Восстановленная зримость сокрытого мира сказки — своего рода возмездие инобытия, высвобожденного из подсознания культуры. Антицивилизационный пафос сказочного канона у Старобинец противоположен не только «демиургической» игровой деконструкции, что очевидно, но и чувству утраты в сказках «человеческого» интереса. Эффект созерцания инобытия в ее произведениях сродни классическим формулам: «не ждали» и «есть и Божий суд». Средствами сатиры и антиутопии изображая дневную московскую реальность (в романе не обходится без отсылок к недавним политическим интригам и обличения роли телевидения, и насмешки над стандартами жизни в обществе потребления), Старобинец обнажает ее половинность , восстанавливая мир до целого средствами сказки.
Акт возвращения дневному миру цивилизации его вывернутого продолжения — мира ночного и архаичного (то есть возникшего на заре времени, задолго до, а значит, и не в связи с цивилизацией, с ее ведением и неведением, верой и неверием) — есть действие глубоко мифологичное. В этом смысле расширение частной сказочной истории до апокалипсического, вселенского сюжета в романе вовсе не следствие инерции пробега. Литературная миссия Старобинец — остановить профанацию жанра, опрокинув комфортное восприятие сказки как груды культурных артефактов, — не может состояться без реабилитации мифа как праосновы сказочного канона. В истории культуры сказка подобна воспоминанию о сне — встрявшем в дневное сознание в виде «ошметков какой-то большой, бесформенной, нездешней правды». Составить из ошметков целое способен только миф. Сказка приручает ужас и смерть — миф возвращает им серьезность неизбывных свойств бытия. Сказка интересуется частной судьбой — миф достраивает ее космический ландшафт. Поэтому удвоенная разработка образов сказочника («Того, Кто Рассказывает»), злой колдуньи и Мальчика Вани как, соответственно, бога-творца, демона и спасителя мира нацелена на преодоление инерции энергетического истощения жанра, благодаря его восстановленному подключению к представлениям о сакральных, сверхчеловеческих основаниях мира.
«Скучная, неловкая, недоразвитая логика бодрствования» в первых произведениях Старобинец капитулирует перед сном отмщенной инореальности. Обличая недальновидность ее цивилизованного восприятия как сна. Неверие, развившееся в потребительство и гедонизм как базу постмифологической культуры, вовсе не отменило интереса инореальности к человеку — но сделало его перед ней беззащитным. Захвачена сказкой вся Россия, обращенная ведьмой Люсифой в спящее королевство («Убежище 3/9»), гибнут брат и сестра, приспособленные цивилизацией насекомых под муравейник («Переходный возраст»), обезлюдевшая Москва оставлена во власть биологических роботов («Живые»).

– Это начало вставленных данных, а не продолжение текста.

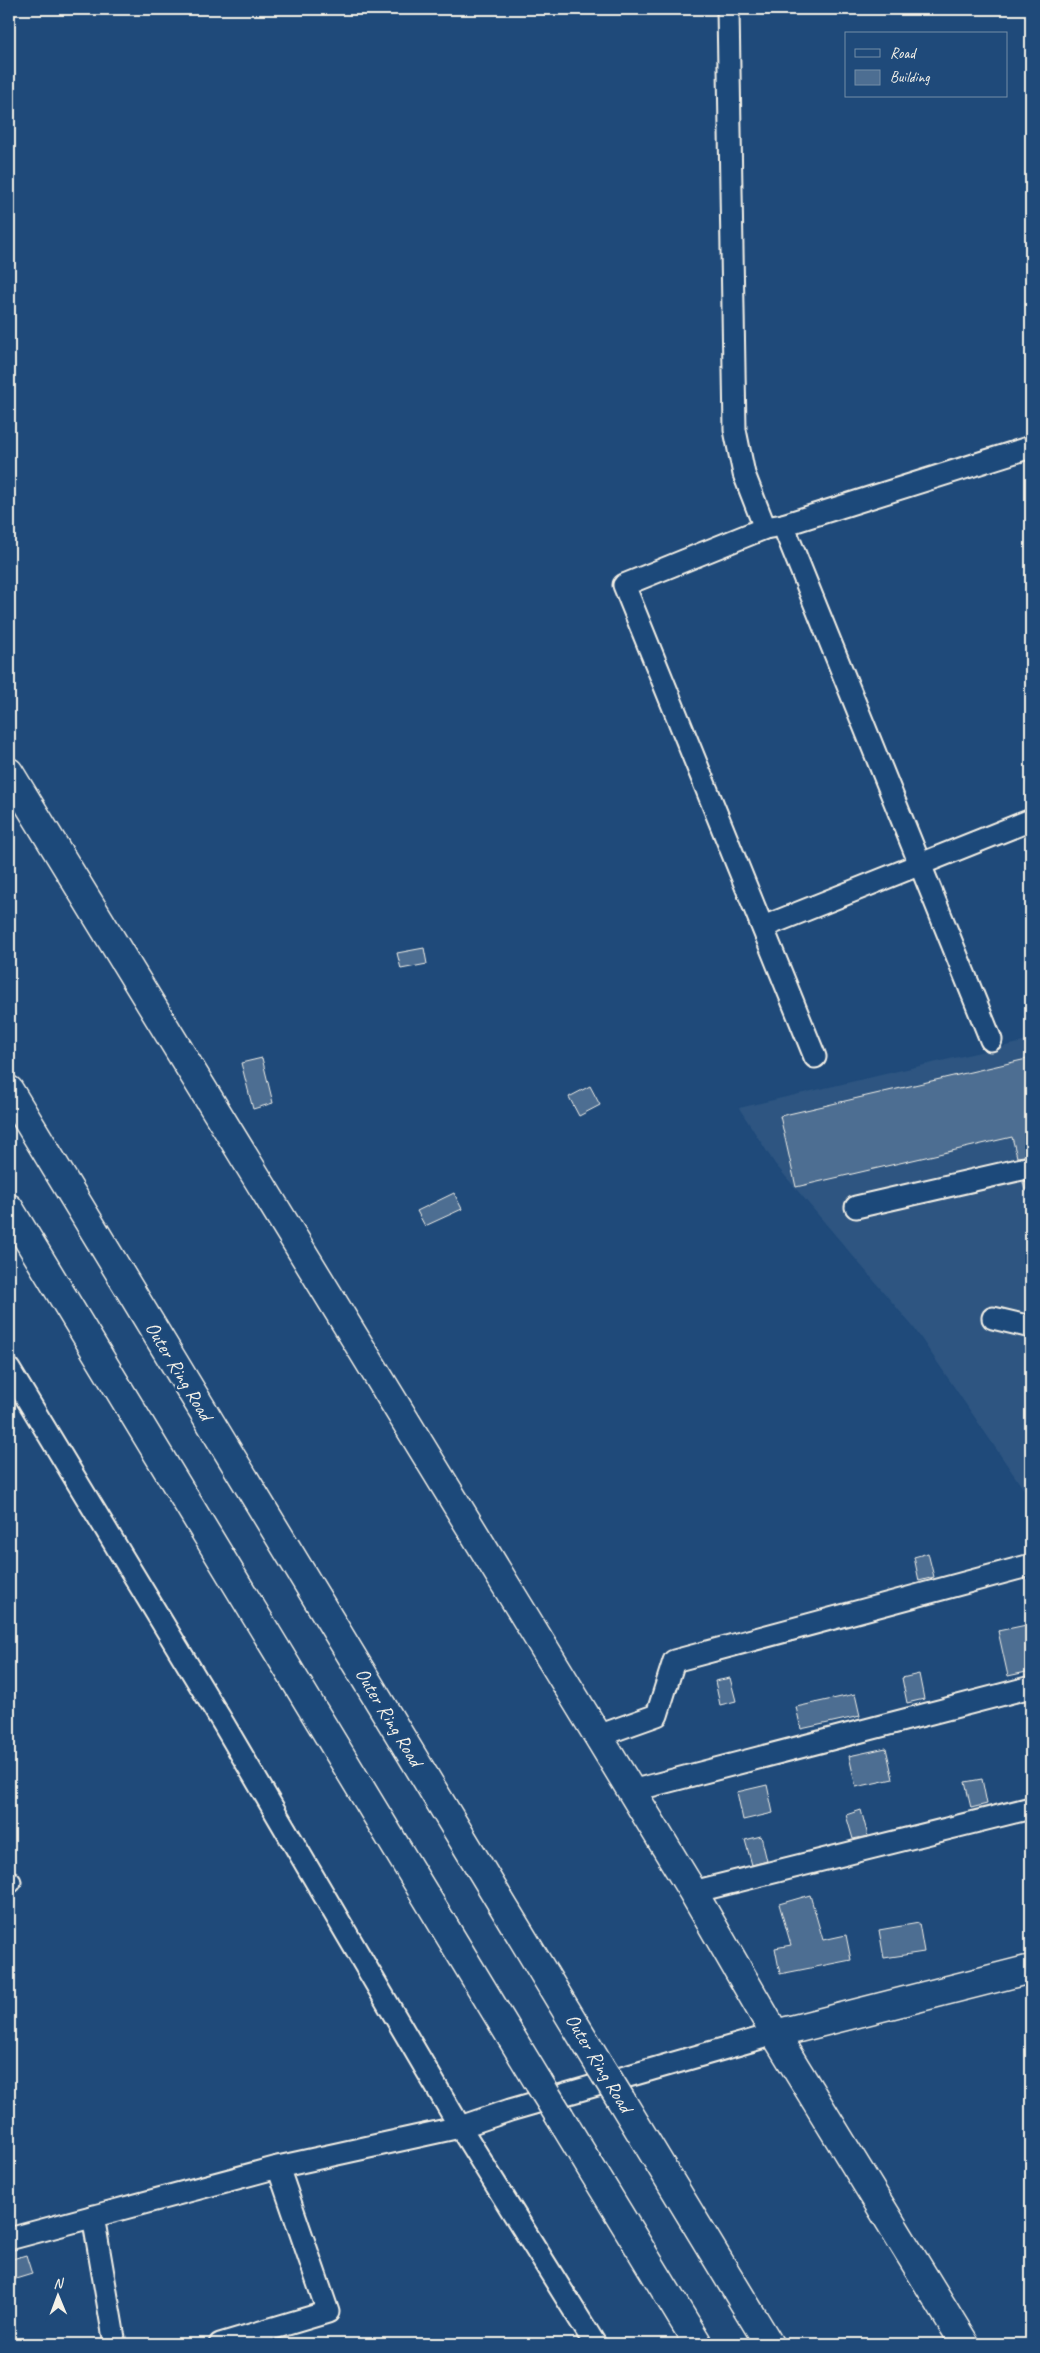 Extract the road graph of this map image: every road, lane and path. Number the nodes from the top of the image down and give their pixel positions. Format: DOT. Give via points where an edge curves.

Восприятие инореальности у Старобинец почти невротично. Это связано с глубоко архаичным характером мифосознания, которое ей дано воспроизвести. Чувствительность к инореальности — почти инстинктивная основа ее художественного мира, подрывающего принципы современного цивилизованного сознания. Подобно тому как сказочному путешествию в иномир Старобинец возвратила смысл пересечения границы смерти, так и мифологической бинарности, давно нейтрализованной символизмом культуры, она возвращает архаический нерв страха : живого — перед мертвым, видимого — перед невидимым, человека — перед нечеловеческим.
Подключение к мифу избавляет сказочный канон от педагогической сентиментальности — доведенной до абсурда, скажем, в «Вербе-хлест» Петрушевской, когда спущенного с цепи злодея, только что отрубившего голову королеве, удается усмирить угрозой лишения «вечерней конфетки». Сказка Старобинец — пространство чудовищного, нечеловеческого, таков же в ней и образ зла. «Чушь. У нас тут злых вообще нет. У нас только Нечистые», — раздраженно осаживает леший Мальчика («Убежище 3/9»). «Нечистые» — образ зла гораздо более древний, чем его культурная, этическая трактовка. Это «зло» как принципиально «чужое» , иноприродное человеку. Ни сентиментальный диалог с «нечистыми» («демиургическая» сказка), ни их этическая интерпретация как жертв плохого воспитания (сказка «человеческого» интереса) в прозе Старобинец невозможны: инореальности посторонни человеческие мотивы и чувства. «Зло» механично, безлично, чужеродно — оно не меняется, не любит, не умирает. И потому с отстраненной иронией взирает на человека как на существо «крайне непрочное и уязвимое», «не самое удобное в быту» («Живые»).